From CSVs to SQL

03 May 2017

by: Ryan Phillips


Everyone knows that matlab is terrible, and I never want to use it again once I get out of this rattrap. But in order to do some serious data work in the serious world, you need to use a combination of Python and SQL. On the third hand, I couldn’t just throw my grad school life away and break free (I tried that, and it didn’t work).

So to resolve all of these competing interests, I undertook the task of moving my task data into a sql database.

But my data’s too small, you say?
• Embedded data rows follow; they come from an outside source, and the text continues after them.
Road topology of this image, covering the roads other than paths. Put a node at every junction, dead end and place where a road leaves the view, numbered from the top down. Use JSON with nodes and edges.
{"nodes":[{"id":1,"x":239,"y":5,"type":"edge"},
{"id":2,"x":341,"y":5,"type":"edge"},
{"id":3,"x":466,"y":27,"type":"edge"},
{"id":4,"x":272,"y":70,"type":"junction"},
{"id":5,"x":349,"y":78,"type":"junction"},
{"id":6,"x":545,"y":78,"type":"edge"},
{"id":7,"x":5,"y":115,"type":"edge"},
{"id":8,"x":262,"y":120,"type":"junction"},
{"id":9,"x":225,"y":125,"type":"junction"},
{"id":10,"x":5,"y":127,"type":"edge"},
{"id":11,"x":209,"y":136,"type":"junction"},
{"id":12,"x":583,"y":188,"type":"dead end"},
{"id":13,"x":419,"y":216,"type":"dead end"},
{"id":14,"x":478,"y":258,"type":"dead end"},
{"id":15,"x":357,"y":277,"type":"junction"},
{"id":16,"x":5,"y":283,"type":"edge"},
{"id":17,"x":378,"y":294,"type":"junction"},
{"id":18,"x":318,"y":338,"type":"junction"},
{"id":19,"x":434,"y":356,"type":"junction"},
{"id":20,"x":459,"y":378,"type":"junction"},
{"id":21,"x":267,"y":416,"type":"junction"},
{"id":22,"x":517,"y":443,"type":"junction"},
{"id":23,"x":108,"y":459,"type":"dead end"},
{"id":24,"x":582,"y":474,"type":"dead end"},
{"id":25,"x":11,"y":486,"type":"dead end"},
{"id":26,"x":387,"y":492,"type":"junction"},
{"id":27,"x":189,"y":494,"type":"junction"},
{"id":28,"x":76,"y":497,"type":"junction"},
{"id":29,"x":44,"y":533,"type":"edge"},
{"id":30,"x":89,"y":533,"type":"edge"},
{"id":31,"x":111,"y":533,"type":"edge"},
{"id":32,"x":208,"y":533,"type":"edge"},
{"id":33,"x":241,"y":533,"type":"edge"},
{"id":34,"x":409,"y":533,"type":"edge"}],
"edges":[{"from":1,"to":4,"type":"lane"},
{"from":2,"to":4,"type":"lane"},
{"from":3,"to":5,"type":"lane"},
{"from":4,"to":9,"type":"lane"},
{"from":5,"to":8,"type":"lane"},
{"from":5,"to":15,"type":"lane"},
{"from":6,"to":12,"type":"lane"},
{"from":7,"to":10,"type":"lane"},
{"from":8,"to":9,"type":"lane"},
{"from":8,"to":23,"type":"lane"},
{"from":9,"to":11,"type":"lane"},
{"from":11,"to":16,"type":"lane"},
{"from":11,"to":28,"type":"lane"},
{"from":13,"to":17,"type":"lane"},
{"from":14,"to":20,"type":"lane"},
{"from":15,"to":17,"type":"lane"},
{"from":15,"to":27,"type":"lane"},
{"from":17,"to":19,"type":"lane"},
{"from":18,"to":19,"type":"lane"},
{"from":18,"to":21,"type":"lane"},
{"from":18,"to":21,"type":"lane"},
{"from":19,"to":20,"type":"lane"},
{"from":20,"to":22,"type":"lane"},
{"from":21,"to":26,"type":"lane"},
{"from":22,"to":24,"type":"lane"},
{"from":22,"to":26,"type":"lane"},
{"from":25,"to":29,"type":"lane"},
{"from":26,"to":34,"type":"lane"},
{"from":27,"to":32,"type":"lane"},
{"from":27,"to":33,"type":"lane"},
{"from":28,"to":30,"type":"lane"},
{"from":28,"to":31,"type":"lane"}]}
Don’t be so hard on yourself!

While it’s true Postgres is designed for working with millions of rows, it can still do a lot of very convenient things with a couple hundred, and, with a little experience, it can do them far faster and more easily than any other language I’ve come across.

Outline:

  • Installation
  • Installation of Python
  • Installation of Postgres
  • Installation of Text Editor (sublimetext)
  • Uploading the data
  • From csv to postgres database
  • From postgres database to pandas table
  • Connection
  • Operation

Installation

  • Installation of Python I don’t know, this is hard. (fill in details here)
  • Installation of Postgres Instructions here: https://www.postgresql.org/download/macosx/

Getting it running:

The first time you open up postgres, you define a database and a user name.

You can use the CREATE TABLE command to create tables within the database.
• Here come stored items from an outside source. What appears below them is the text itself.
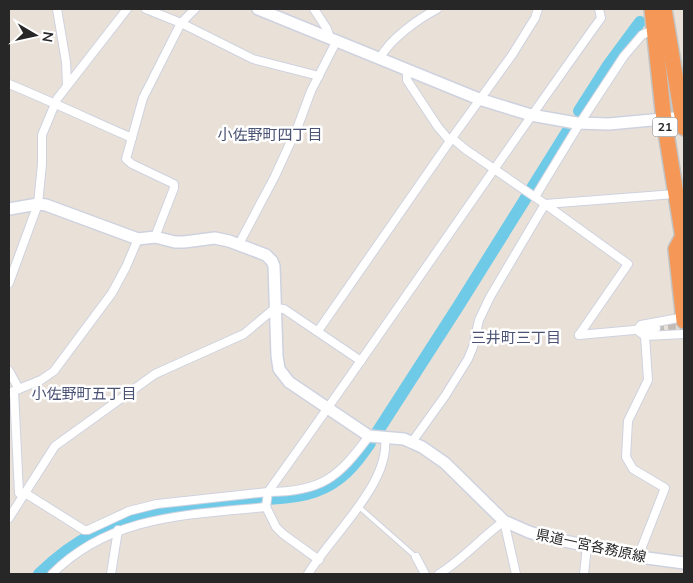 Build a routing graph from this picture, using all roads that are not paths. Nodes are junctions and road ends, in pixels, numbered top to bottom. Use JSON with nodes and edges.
{"nodes":[{"id":1,"x":57,"y":9,"type":"edge"},
{"id":2,"x":127,"y":9,"type":"edge"},
{"id":3,"x":146,"y":9,"type":"edge"},
{"id":4,"x":195,"y":9,"type":"edge"},
{"id":5,"x":258,"y":9,"type":"edge"},
{"id":6,"x":314,"y":9,"type":"edge"},
{"id":7,"x":437,"y":9,"type":"edge"},
{"id":8,"x":538,"y":9,"type":"edge"},
{"id":9,"x":599,"y":9,"type":"edge"},
{"id":10,"x":652,"y":9,"type":"edge"},
{"id":11,"x":664,"y":9,"type":"edge"},
{"id":12,"x":181,"y":23,"type":"junction"},
{"id":13,"x":655,"y":29,"type":"junction"},
{"id":14,"x":333,"y":39,"type":"junction"},
{"id":15,"x":380,"y":58,"type":"junction"},
{"id":16,"x":407,"y":70,"type":"junction"},
{"id":17,"x":318,"y":76,"type":"junction"},
{"id":18,"x":9,"y":84,"type":"edge"},
{"id":19,"x":67,"y":85,"type":"junction"},
{"id":20,"x":479,"y":99,"type":"junction"},
{"id":21,"x":55,"y":103,"type":"junction"},
{"id":22,"x":531,"y":115,"type":"junction"},
{"id":23,"x":664,"y":120,"type":"junction"},
{"id":24,"x":684,"y":121,"type":"edge"},
{"id":25,"x":580,"y":123,"type":"junction"},
{"id":26,"x":132,"y":138,"type":"junction"},
{"id":27,"x":451,"y":139,"type":"junction"},
{"id":28,"x":494,"y":169,"type":"junction"},
{"id":29,"x":531,"y":194,"type":"junction"},
{"id":30,"x":675,"y":194,"type":"junction"},
{"id":31,"x":38,"y":204,"type":"junction"},
{"id":32,"x":545,"y":204,"type":"junction"},
{"id":33,"x":9,"y":209,"type":"edge"},
{"id":34,"x":155,"y":237,"type":"junction"},
{"id":35,"x":138,"y":239,"type":"junction"},
{"id":36,"x":684,"y":240,"type":"edge"},
{"id":37,"x":240,"y":244,"type":"junction"},
{"id":38,"x":11,"y":273,"type":"edge"},
{"id":39,"x":9,"y":283,"type":"edge"},
{"id":40,"x":275,"y":308,"type":"junction"},
{"id":41,"x":684,"y":318,"type":"edge"},
{"id":42,"x":684,"y":321,"type":"edge"},
{"id":43,"x":656,"y":328,"type":"tunnel mouth"},
{"id":44,"x":637,"y":330,"type":"junction"},
{"id":45,"x":318,"y":331,"type":"junction"},
{"id":46,"x":684,"y":334,"type":"edge"},
{"id":47,"x":645,"y":336,"type":"junction"},
{"id":48,"x":361,"y":360,"type":"junction"},
{"id":49,"x":9,"y":371,"type":"edge"},
{"id":50,"x":14,"y":391,"type":"edge"},
{"id":51,"x":327,"y":409,"type":"junction"},
{"id":52,"x":369,"y":436,"type":"junction"},
{"id":53,"x":385,"y":439,"type":"junction"},
{"id":54,"x":412,"y":442,"type":"junction"},
{"id":55,"x":24,"y":495,"type":"junction"},
{"id":56,"x":267,"y":499,"type":"junction"},
{"id":57,"x":358,"y":506,"type":"junction"},
{"id":58,"x":9,"y":518,"type":"edge"},
{"id":59,"x":504,"y":520,"type":"junction"},
{"id":60,"x":118,"y":530,"type":"junction"},
{"id":61,"x":587,"y":546,"type":"junction"},
{"id":62,"x":416,"y":557,"type":"joint"},
{"id":63,"x":638,"y":557,"type":"junction"},
{"id":64,"x":319,"y":560,"type":"junction"},
{"id":65,"x":684,"y":563,"type":"edge"},
{"id":66,"x":52,"y":574,"type":"edge"},
{"id":67,"x":112,"y":574,"type":"edge"},
{"id":68,"x":308,"y":574,"type":"edge"},
{"id":69,"x":426,"y":574,"type":"edge"},
{"id":70,"x":439,"y":574,"type":"edge"},
{"id":71,"x":516,"y":574,"type":"edge"},
{"id":72,"x":584,"y":574,"type":"edge"}],
"edges":[{"from":1,"to":19,"type":"street"},
{"from":2,"to":19,"type":"street"},
{"from":3,"to":12,"type":"street"},
{"from":4,"to":12,"type":"street"},
{"from":5,"to":14,"type":"main road"},
{"from":6,"to":14,"type":"street"},
{"from":7,"to":15,"type":"street"},
{"from":8,"to":20,"type":"street"},
{"from":9,"to":22,"type":"street"},
{"from":10,"to":13,"type":"highway","number":"21"},
{"from":11,"to":24,"type":"highway","number":"21"},
{"from":12,"to":17,"type":"street"},
{"from":12,"to":26,"type":"street"},
{"from":13,"to":23,"type":"highway","number":"21"},
{"from":13,"to":25,"type":"street"},
{"from":14,"to":15,"type":"main road"},
{"from":14,"to":17,"type":"street"},
{"from":15,"to":16,"type":"main road"},
{"from":16,"to":20,"type":"main road"},
{"from":16,"to":27,"type":"street"},
{"from":17,"to":37,"type":"street"},
{"from":18,"to":21,"type":"street"},
{"from":19,"to":21,"type":"street"},
{"from":20,"to":22,"type":"main road"},
{"from":20,"to":27,"type":"street"},
{"from":21,"to":26,"type":"street"},
{"from":21,"to":31,"type":"street"},
{"from":22,"to":25,"type":"main road"},
{"from":22,"to":28,"type":"street"},
{"from":23,"to":24,"type":"main road"},
{"from":23,"to":25,"type":"main road"},
{"from":23,"to":30,"type":"highway","number":"21"},
{"from":25,"to":29,"type":"street"},
{"from":26,"to":34,"type":"street"},
{"from":27,"to":28,"type":"street"},
{"from":27,"to":45,"type":"street"},
{"from":28,"to":29,"type":"street"},
{"from":28,"to":48,"type":"street"},
{"from":29,"to":32,"type":"street"},
{"from":30,"to":32,"type":"street"},
{"from":30,"to":36,"type":"highway","number":"21"},
{"from":31,"to":33,"type":"main road","name":"県道一宮各務原線"},
{"from":31,"to":35,"type":"main road","name":"県道一宮各務原線"},
{"from":31,"to":38,"type":"street"},
{"from":32,"to":44,"type":"street"},
{"from":32,"to":54,"type":"street"},
{"from":34,"to":35,"type":"main road","name":"県道一宮各務原線"},
{"from":34,"to":37,"type":"main road","name":"県道一宮各務原線"},
{"from":35,"to":50,"type":"street"},
{"from":36,"to":41,"type":"highway"},
{"from":37,"to":40,"type":"main road","name":"県道一宮各務原線"},
{"from":38,"to":39,"type":"street"},
{"from":40,"to":45,"type":"street"},
{"from":40,"to":51,"type":"main road","name":"県道一宮各務原線"},
{"from":40,"to":55,"type":"street"},
{"from":41,"to":42,"type":"highway"},
{"from":41,"to":44,"type":"street"},
{"from":43,"to":44,"type":"street"},
{"from":44,"to":47,"type":"street"},
{"from":45,"to":48,"type":"street"},
{"from":46,"to":47,"type":"street"},
{"from":47,"to":63,"type":"street"},
{"from":48,"to":51,"type":"street"},
{"from":49,"to":50,"type":"street"},
{"from":50,"to":55,"type":"street"},
{"from":51,"to":52,"type":"main road","name":"県道一宮各務原線"},
{"from":51,"to":56,"type":"street"},
{"from":52,"to":53,"type":"main road","name":"県道一宮各務原線"},
{"from":52,"to":56,"type":"street"},
{"from":53,"to":54,"type":"main road","name":"県道一宮各務原線"},
{"from":53,"to":57,"type":"street"},
{"from":54,"to":59,"type":"main road","name":"県道一宮各務原線"},
{"from":55,"to":56,"type":"street"},
{"from":55,"to":58,"type":"street"},
{"from":56,"to":60,"type":"street"},
{"from":56,"to":64,"type":"street"},
{"from":57,"to":62,"type":"lane"},
{"from":57,"to":64,"type":"street"},
{"from":59,"to":61,"type":"main road","name":"県道一宮各務原線"},
{"from":59,"to":70,"type":"street"},
{"from":59,"to":71,"type":"street"},
{"from":60,"to":66,"type":"street"},
{"from":60,"to":67,"type":"street"},
{"from":61,"to":63,"type":"main road","name":"県道一宮各務原線"},
{"from":61,"to":72,"type":"street"},
{"from":62,"to":69,"type":"street"},
{"from":63,"to":65,"type":"main road","name":"県道一宮各務原線"},
{"from":64,"to":68,"type":"street"}]}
It’s a little confusing, but you need to know what table you want to ultimately have and work backwards, in terms of columns.

  • Installation of text editor

My workflow is all about tweaking SQL queries, but I can find that they can get lost in python code/workspaces.

Also, generally, you set out to query some specific data, and once you have that data just the way you like, with all relevant caveats removed and stupid column names renamed, you probably want to keep it that way.

So I tend to save each SQL query in a separate text document, and upload those to github with very simple descriptive names and dates. I would recommend Sublimetext, although other editors work fine I’m sure.

I would also recommend a SQLBeautifier for sublime text, as it can make your code much more pleasant to look at.

Uploading the Data

So, if you’re going to have subject names and one column of scores, you would do the following query:


	CREATE TABLE subject_scores (
		subject_name varchar(255),
		score int
	)
	;
	

varchar(255) and int refer to datatypes within sql.

Importantly, these columns need to match the columns on your csv, IN ORDER And EXHAUSTIVELY.

This can be quite annoying and laborious, but I haven’t found a way around it short of editing the csv myself, which is about as much trouble. Don’t worry! Renaming columns and shuffling them around is what SQL is all about. It’s absolutely trivial.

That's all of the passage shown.